The PDCA approach to cybersecurity awareness: structuring behavioural change for lasting impact

Most security awareness campaigns follow a familiar rhythm: a poster here, a phishing simulation there, a burst of activity during Cybersecurity Month. Then the campaign ends, and everyone goes back to business as usual.

That’s the cycle that Rosanne Pouw, Product Manager for Awareness and Training at Dutch NREN SURF, is determined to break. After years of helping Dutch universities and colleges build stronger security cultures, she believes awareness shouldn’t be a side project, but a continuous part of how institutions operate.

“Raising awareness is often a very ad hoc activity, but it should be part of the cycle inside your institution.”

Rosanne’s perspective combines security with social psychology. To make awareness truly stick, she says, we need to understand how people’s brains work, and design systems that support secure choices instead of fighting human habits.

“It’s not realistic to believe that teaching people to not click links will save your organisation. It is realistic to believe the people working for you want to do the right thing, so we have to make that as easy as possible for them.”

These are the ideas behind the Plan-Do-Check-Act (PDCA) approach to awareness currently being pioneered by some Dutch universities and colleges. In her recent GÉANT webinar, The PDCA approach to cybersecurity awareness: structuring behavioural change for lasting impact, Rosanne explores how the model works in practice and why it’s proving so effective.

Moving beyond fear: building sustainable awareness

For years, cybersecurity awareness has relied on fear to grab attention — dramatic warnings, shocking statistics, simulated attacks. It works in the short term, but it doesn’t last.

“Fear is a short-term emotion that catches attention. But people don’t like feeling afraid for a long time, so they start blocking it out: ‘Ok, we’re still at risk. I’ve got used to it. Let’s move on.’”

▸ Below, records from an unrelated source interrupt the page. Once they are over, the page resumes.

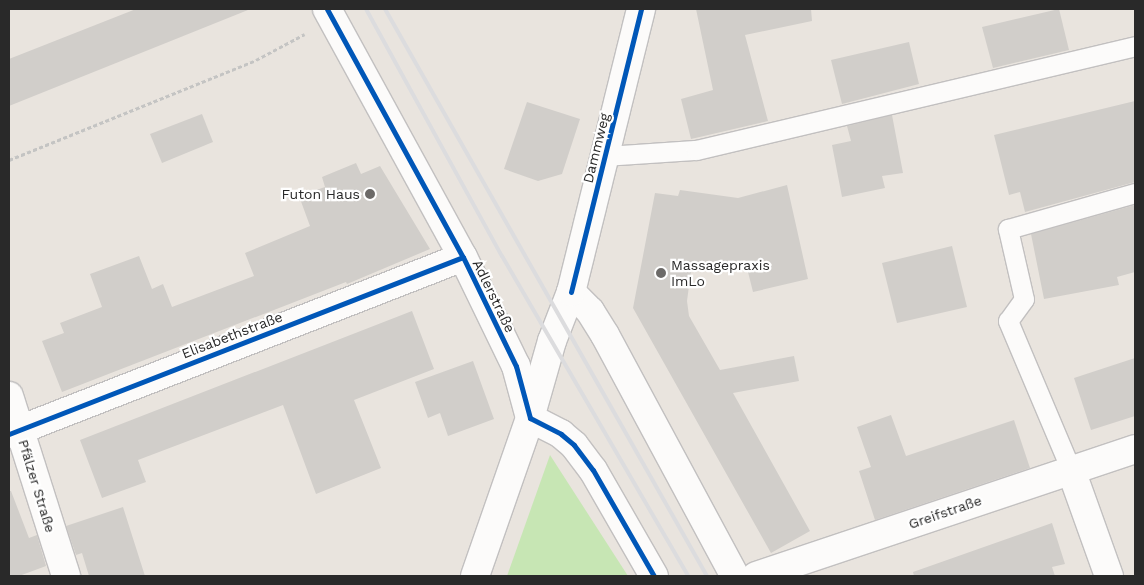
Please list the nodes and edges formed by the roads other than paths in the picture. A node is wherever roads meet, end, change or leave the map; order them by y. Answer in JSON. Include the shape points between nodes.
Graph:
{"nodes":[{"id":1,"x":641,"y":9,"type":"edge"},
{"id":2,"x":330,"y":15,"type":"edge"},
{"id":3,"x":1135,"y":46,"type":"edge"},
{"id":4,"x":605,"y":156,"type":"junction"},
{"id":5,"x":1135,"y":193,"type":"edge"},
{"id":6,"x":462,"y":257,"type":"junction"},
{"id":7,"x":573,"y":298,"type":"junction"},
{"id":8,"x":9,"y":396,"type":"edge"},
{"id":9,"x":530,"y":418,"type":"junction"},
{"id":10,"x":14,"y":432,"type":"edge"},
{"id":11,"x":1135,"y":449,"type":"edge"},
{"id":12,"x":1071,"y":470,"type":"junction"},
{"id":13,"x":66,"y":576,"type":"edge"},
{"id":14,"x":475,"y":576,"type":"edge"},
{"id":15,"x":654,"y":576,"type":"edge"},
{"id":16,"x":735,"y":576,"type":"edge"},
{"id":17,"x":756,"y":576,"type":"edge"},
{"id":18,"x":1109,"y":576,"type":"edge"}],
"edges":[{"from":1,"to":4,"type":"street","name":"Dammweg"},
{"from":2,"to":6,"type":"street","name":"Adlerstraße"},
{"from":3,"to":4,"type":"lane","via":[[696,150]]},
{"from":4,"to":7,"type":"street","name":"Dammweg"},
{"from":5,"to":12,"type":"lane","via":[[1008,229],[1024,299],[1008,321]]},
{"from":6,"to":9,"type":"street","name":"Adlerstraße","via":[[516,366]]},
{"from":6,"to":10,"type":"street","name":"Elisabethstraße"},
{"from":7,"to":9,"type":"street","name":"Dammweg","via":[[552,342]]},
{"from":7,"to":16,"type":"street","via":[[605,335]]},
{"from":8,"to":10,"type":"street","name":"Pfälzer Straße"},
{"from":9,"to":14,"type":"street","name":"Dammweg"},
{"from":9,"to":15,"type":"street","via":[[561,434],[584,457]]},
{"from":10,"to":13,"type":"street","name":"Pfälzer Straße"},
{"from":11,"to":12,"type":"street","name":"Greifstraße"},
{"from":12,"to":17,"type":"street","name":"Greifstraße"},
{"from":12,"to":18,"type":"street"}]}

This pattern is familiar in higher education. Institutions invest in big awareness campaigns — hire consultants, buy platforms, roll out training — and then relax, believing they’re safe. But staff move on, threats evolve, and short-term gains in security awareness rarely translate into lasting behavioural change.

So two years ago, the Dutch higher-education awareness community came together to ask: how do we make this sustainable?

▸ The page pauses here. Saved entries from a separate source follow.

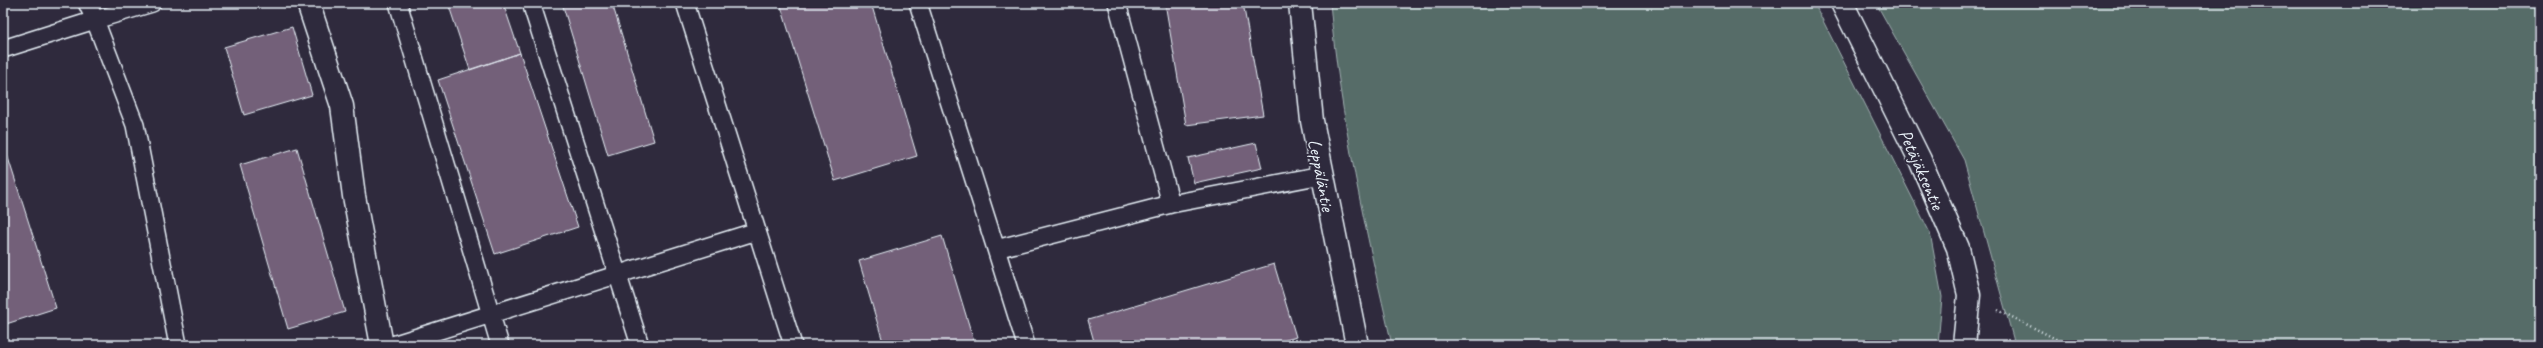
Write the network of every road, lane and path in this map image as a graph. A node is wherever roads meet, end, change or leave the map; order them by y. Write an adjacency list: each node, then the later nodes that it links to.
1 (87, 3): 11 (lane)
2 (152, 3): 11 (lane)
3 (308, 3): 21 (street)
4 (398, 3): 19 (lane)
5 (532, 3): 17 (lane)
6 (685, 3): 15 (lane)
7 (918, 3): 16 (lane)
8 (1116, 3): 14 (lane)
9 (1300, 3): 13 (street, Leppäläntie)
10 (1842, 3): 18 (street, Petäjäksentie)
11 (94, 20): 12 (lane); 20 (lane)
12 (3, 50)
13 (1322, 175): 14 (lane); 27 (street, Leppäläntie)
14 (1171, 204): 16 (lane)
15 (757, 231): 17 (lane); 25 (lane)
16 (996, 250): 26 (lane)
17 (618, 275): 19 (lane); 24 (lane)
18 (1969, 296): 28 (street, Petäjäksentie); 29 (path)
19 (491, 314): 22 (lane); 23 (lane)
20 (178, 345)
21 (382, 345)
22 (392, 345)
23 (500, 345)
24 (640, 345)
25 (793, 345)
26 (1026, 345)
27 (1356, 345)
28 (1964, 345)
29 (2068, 345)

“We got together and made a plan for the long term,” says Rosanne. “What parts of awareness do we need to do inside our institutions, what skills do we need, and what parts can be done by experts we hire?”

Stop trying to fix people, start designing for them

Rosanne’s background in social psychology shapes her approach to cybersecurity. She believes effective awareness starts with recognising how real humans think and behave.

“Research shows the human brain interacting with technology is much less rational than we often believe,” she says.

“We used to think that once people know about a risk, they’ll change their behaviour. But when you’re hungry, tired, stressed or busy, you’re not using your brain’s full capacity. You just want to log in as fast as possible, so you use ‘welcome123’ instead of a strong password.”

“We should stop trying to fix people, because this is how brains work and have done for tens of thousands of years. It’s not likely we can change that with more training!”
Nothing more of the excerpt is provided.